Die Gewerkschaft muss sich jetzt mit Volkswagen anlegen und eine Beziehung verändern, die seit den 1990ern stark sozialpartnerschaftlich geprägt war. Ist sie dem gewachsen?
Konzertierte Aktion, wilder Streik
Dass die IG Metall eine mächtige Konfliktpartei sein kann, hat sie immer wieder mit Warnstreiks und Demonstrationen unter Beweis gestellt, genauso wie sie aktuell bei den Informationsveranstaltungen einen hohen Organisierungsgrad und Zusammenhalt beweist. In der Vergangenheit hat sie es sich jedoch immer wieder leicht gemacht. In der Phase der westdeutschen Deindustrialisierung der 1970er hat sich die Gewerkschaft in einer „konzertierten Aktion“ vereinnahmen lassen und ein gemischtes Ergebnis erreicht: Der soziale Abstieg vieler Industrie-Beschäftigter wurde abgefedert, aber die Gewerkschaft hatte an Glaubwürdigkeit verloren.
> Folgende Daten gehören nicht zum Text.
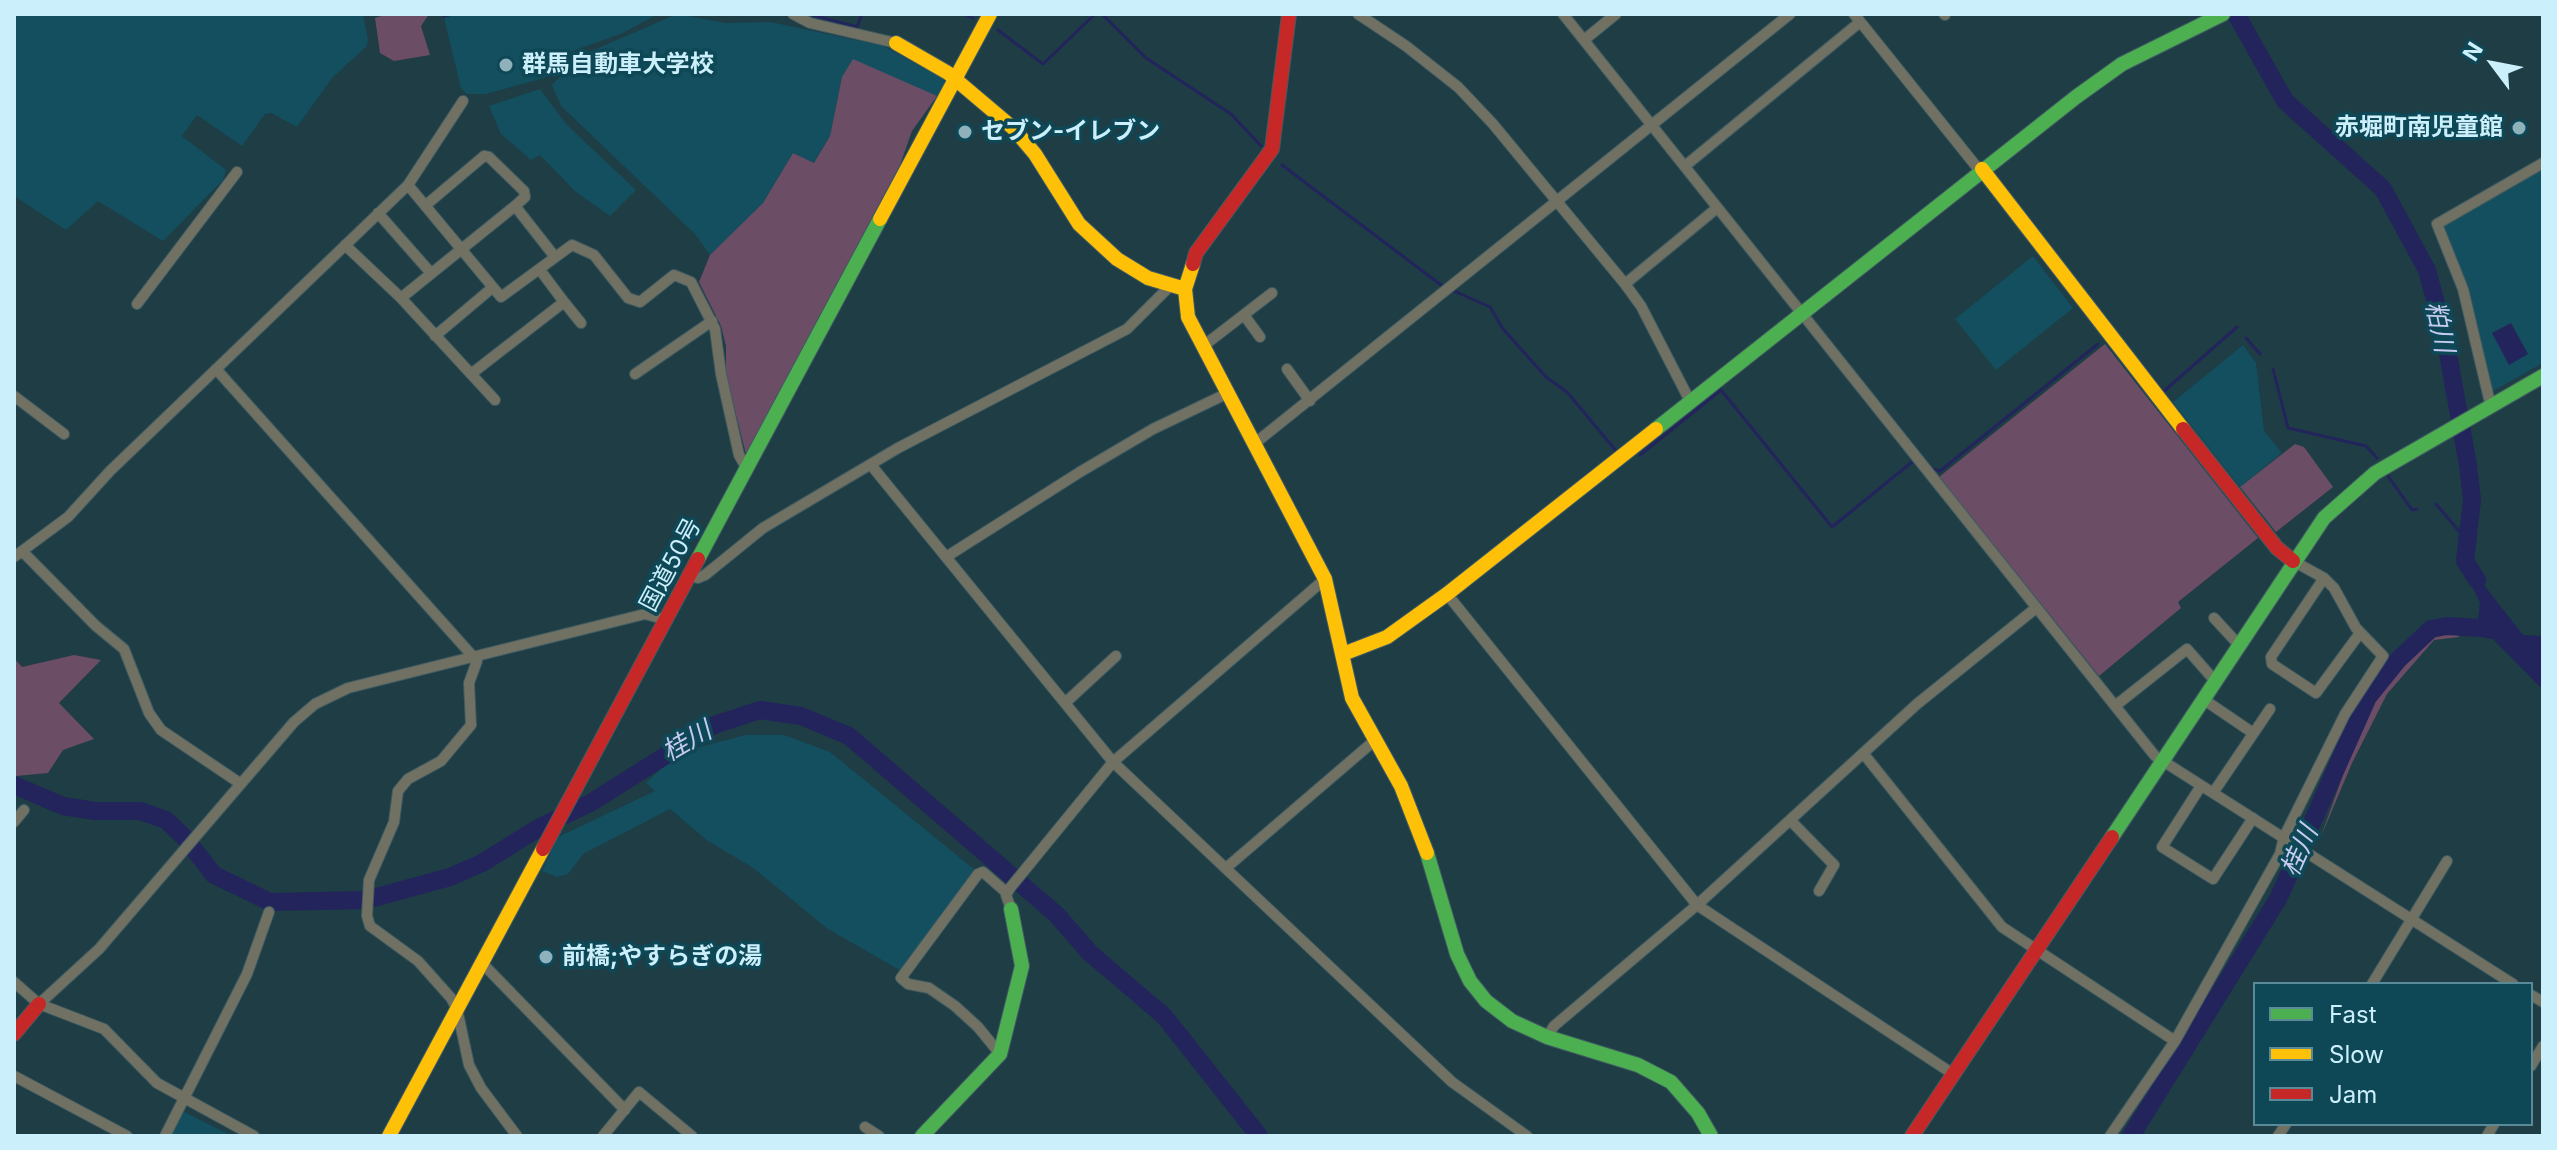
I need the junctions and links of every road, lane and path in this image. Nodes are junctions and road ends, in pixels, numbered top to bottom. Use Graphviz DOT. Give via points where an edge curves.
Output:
graph roads {
  1 [pos="793,14"];
  2 [pos="990,14"];
  3 [pos="1289,14"];
  4 [pos="1358,14"];
  5 [pos="1563,14"];
  6 [pos="1616,14"];
  7 [pos="1790,14"];
  8 [pos="2223,14"];
  9 [pos="1857,18"];
  10 [pos="1584,40"];
  11 [pos="896,43"];
  12 [pos="955,79"];
  13 [pos="463,101"];
  14 [pos="1653,126"];
  15 [pos="2543,163"];
  16 [pos="1685,166"];
  17 [pos="1981,170"];
  18 [pos="237,172"];
  19 [pos="408,185"];
  20 [pos="1558,202"];
  21 [pos="426,205"];
  22 [pos="515,206"];
  23 [pos="1717,208"];
  24 [pos="378,213"];
  25 [pos="345,245"];
  26 [pos="460,248"];
  27 [pos="555,257"];
  28 [pos="540,270"];
  29 [pos="430,272"];
  30 [pos="1625,284"];
  31 [pos="492,288"];
  32 [pos="1178,288"];
  33 [pos="1272,293"];
  34 [pos="401,298"];
  35 [pos="564,302"];
  36 [pos="137,304"];
  37 [pos="1803,313"];
  38 [pos="1244,315"];
  39 [pos="712,321"];
  40 [pos="581,323"];
  41 [pos="435,336"];
  42 [pos="1260,337"];
  43 [pos="1202,347"];
  44 [pos="216,369"];
  45 [pos="1287,369"];
  46 [pos="471,374"];
  47 [pos="635,374"];
  48 [pos="2543,376"];
  49 [pos="1226,394"];
  50 [pos="14,396"];
  51 [pos="495,400"];
  52 [pos="1310,401"];
  53 [pos="1691,403"];
  54 [pos="2487,409"];
  55 [pos="64,434"];
  56 [pos="1254,444"];
  57 [pos="871,465"];
  58 [pos="747,469"];
  59 [pos="18,554"];
  60 [pos="946,557"];
  61 [pos="2293,561"];
  62 [pos="690,576"];
  63 [pos="2324,578"];
  64 [pos="1325,579"];
  65 [pos="1447,594"];
  66 [pos="2036,608"];
  67 [pos="2214,618"];
  68 [pos="667,620"];
  69 [pos="2360,633"];
  70 [pos="2238,644"];
  71 [pos="1343,654"];
  72 [pos="474,656"];
  73 [pos="1116,656"];
  74 [pos="2215,681"];
  75 [pos="2203,699"];
  76 [pos="1065,703"];
  77 [pos="2115,706"];
  78 [pos="2270,709"];
  79 [pos="2253,733"];
  80 [pos="1374,741"];
  81 [pos="1863,753"];
  82 [pos="2162,761"];
  83 [pos="1113,762"];
  84 [pos="241,784"];
  85 [pos="2201,786"];
  86 [pos="2213,793"];
  87 [pos="24,810"];
  88 [pos="2253,818"];
  89 [pos="1790,820"];
  90 [pos="14,822"];
  91 [pos="2286,839"];
  92 [pos="2447,861"];
  93 [pos="1226,868"];
  94 [pos="1009,891"];
  95 [pos="1819,891"];
  96 [pos="1697,905"];
  97 [pos="1011,909"];
  98 [pos="269,912"];
  99 [pos="2411,919"];
  100 [pos="2036,950"];
  101 [pos="482,963"];
  102 [pos="14,982"];
  103 [pos="2373,982"];
  104 [pos="2510,982"];
  105 [pos="39,1004"];
  106 [pos="457,1009"];
  107 [pos="14,1034"];
  108 [pos="1547,1037"];
  109 [pos="2175,1041"];
  110 [pos="1000,1054"];
  111 [pos="1953,1074"];
  112 [pos="14,1076"];
  113 [pos="185,1100"];
  114 [pos="625,1110"];
  115 [pos="865,1127"];
  116 [pos="127,1136"];
  117 [pos="165,1136"];
  118 [pos="254,1136"];
  119 [pos="389,1136"];
  120 [pos="517,1136"];
  121 [pos="603,1136"];
  122 [pos="692,1136"];
  123 [pos="879,1136"];
  124 [pos="922,1136"];
  125 [pos="1527,1136"];
  126 [pos="1711,1136"];
  127 [pos="1912,1136"];
  128 [pos="2110,1136"];
  1 -- 11 [label="street" via="810,23"];
  2 -- 12 [label="main road, 国道50号"];
  3 -- 32 [label="main road" via="1272,149 1196,253"];
  4 -- 20 [label="street" via="1458,87"];
  5 -- 10 [label="street"];
  6 -- 10 [label="street"];
  7 -- 14 [label="street"];
  8 -- 17 [label="main road" via="2122,64"];
  9 -- 16 [label="street"];
  9 -- 17 [label="street"];
  10 -- 14 [label="street"];
  11 -- 12 [label="main road"];
  12 -- 32 [label="main road" via="1021,137 1090,235 1117,259"];
  12 -- 58 [label="main road, 国道50号"];
  13 -- 19 [label="street"];
  14 -- 16 [label="street"];
  14 -- 20 [label="street"];
  15 -- 54 [label="street" via="2437,224 2463,289"];
  16 -- 23 [label="street"];
  17 -- 37 [label="main road"];
  17 -- 61 [label="main road" via="2277,548"];
  18 -- 36 [label="street"];
  19 -- 21 [label="street"];
  19 -- 24 [label="street"];
  20 -- 30 [label="street"];
  20 -- 52 [label="street"];
  21 -- 22 [label="street" via="484,156 524,191"];
  21 -- 26 [label="street"];
  22 -- 26 [label="street"];
  22 -- 27 [label="street"];
  23 -- 30 [label="street"];
  23 -- 37 [label="street"];
  24 -- 25 [label="street"];
  24 -- 29 [label="street"];
  25 -- 34 [label="street"];
  25 -- 44 [label="street"];
  26 -- 29 [label="street"];
  26 -- 31 [label="street"];
  27 -- 28 [label="street"];
  27 -- 39 [label="street" via="577,245 594,255 628,298 640,302 679,275 691,282"];
  28 -- 31 [label="street" via="504,296"];
  28 -- 35 [label="street"];
  29 -- 34 [label="street"];
  30 -- 53 [label="street"];
  31 -- 41 [label="street"];
  32 -- 43 [label="main road"];
  32 -- 57 [label="street" via="1127,329"];
  33 -- 38 [label="street"];
  34 -- 41 [label="street"];
  35 -- 40 [label="street"];
  35 -- 46 [label="street"];
  37 -- 53 [label="main road"];
  37 -- 66 [label="street"];
  38 -- 42 [label="street"];
  38 -- 43 [label="street"];
  39 -- 47 [label="street"];
  39 -- 58 [label="street" via="739,455"];
  41 -- 46 [label="street"];
  43 -- 49 [label="main road"];
  44 -- 59 [label="street" via="68,517"];
  44 -- 72 [label="street"];
  45 -- 52 [label="street"];
  46 -- 51 [label="street"];
  48 -- 54 [label="main road"];
  49 -- 56 [label="main road"];
  49 -- 60 [label="street" via="1153,429"];
  50 -- 55 [label="street"];
  52 -- 56 [label="street"];
  53 -- 65 [label="main road"];
  54 -- 61 [label="main road" via="2345,496"];
  56 -- 64 [label="main road"];
  57 -- 60 [label="street"];
  57 -- 62 [label="street" via="763,528 705,575"];
  58 -- 62 [label="main road, 国道50号"];
  59 -- 84 [label="street" via="124,649 161,730"];
  60 -- 76 [label="street"];
  61 -- 63 [label="street"];
  61 -- 70 [label="main road"];
  62 -- 68 [label="main road, 国道50号"];
  63 -- 69 [label="street"];
  63 -- 69 [label="street" via="2271,657 2272,664 2316,693"];
  64 -- 71 [label="main road"];
  64 -- 83 [label="street"];
  65 -- 71 [label="main road" via="1387,637"];
  65 -- 96 [label="street"];
  66 -- 77 [label="street"];
  66 -- 81 [label="street"];
  67 -- 70 [label="street"];
  68 -- 72 [label="street" via="645,614"];
  68 -- 101 [label="main road, 国道50号"];
  69 -- 91 [label="street" via="2383,656 2345,714"];
  70 -- 74 [label="main road"];
  71 -- 80 [label="main road" via="1352,698"];
  72 -- 84 [label="street" via="348,688 315,704"];
  72 -- 106 [label="street" via="471,725 441,761 408,779 398,791 394,822 369,882 367,916 370,926 418,961"];
  73 -- 76 [label="street"];
  74 -- 75 [label="main road"];
  74 -- 77 [label="street" via="2187,649"];
  75 -- 79 [label="street"];
  75 -- 82 [label="main road"];
  76 -- 83 [label="street"];
  77 -- 82 [label="street"];
  78 -- 79 [label="street"];
  79 -- 86 [label="street"];
  80 -- 93 [label="street"];
  80 -- 108 [label="main road" via="1421,832 1470,981 1498,1012"];
  81 -- 89 [label="street"];
  81 -- 100 [label="street" via="2000,924"];
  82 -- 85 [label="street"];
  82 -- 100 [label="main road"];
  83 -- 93 [label="street"];
  83 -- 94 [label="street"];
  84 -- 105 [label="street" via="99,949"];
  85 -- 86 [label="street"];
  85 -- 88 [label="street" via="2162,847 2213,879"];
  86 -- 88 [label="street"];
  87 -- 90 [label="street"];
  88 -- 91 [label="street"];
  89 -- 95 [label="street" via="1834,865"];
  89 -- 96 [label="street"];
  91 -- 99 [label="street"];
  91 -- 109 [label="street"];
  92 -- 99 [label="street"];
  93 -- 125 [label="street" via="1452,1082"];
  94 -- 97 [label="street"];
  94 -- 110 [label="street" via="983,872 978,874 901,978 929,988 955,1006"];
  96 -- 108 [label="street"];
  96 -- 111 [label="street"];
  97 -- 110 [label="main road" via="1022,966"];
  98 -- 113 [label="street" via="247,974"];
  99 -- 103 [label="street"];
  99 -- 104 [label="street"];
  100 -- 109 [label="street"];
  100 -- 111 [label="main road"];
  101 -- 106 [label="main road, 国道50号"];
  101 -- 114 [label="street"];
  102 -- 105 [label="street"];
  105 -- 107 [label="main road"];
  105 -- 113 [label="street" via="104,1029 157,1083"];
  106 -- 119 [label="main road, 国道50号"];
  106 -- 120 [label="street" via="469,1065"];
  108 -- 126 [label="main road" via="1624,1060 1671,1082"];
  109 -- 128 [label="street"];
  110 -- 124 [label="main road"];
  111 -- 127 [label="main road"];
  112 -- 116 [label="street"];
  113 -- 117 [label="street"];
  113 -- 118 [label="street"];
  114 -- 121 [label="street"];
  114 -- 122 [label="street" via="639,1092"];
  115 -- 123 [label="street"];
}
Bei der geplanten Opel-Schließung in Bochum 2006 kam es zwar zu einem wilden Streik, der aber nicht von der Gewerkschaft ausging.
Und wie viel kann die IG Metall überhaupt erreichen, wenn die Mitbestimmung immer noch nicht so weit geht, dass Betriebsräte über Werksschließungen mitentscheiden dürfen?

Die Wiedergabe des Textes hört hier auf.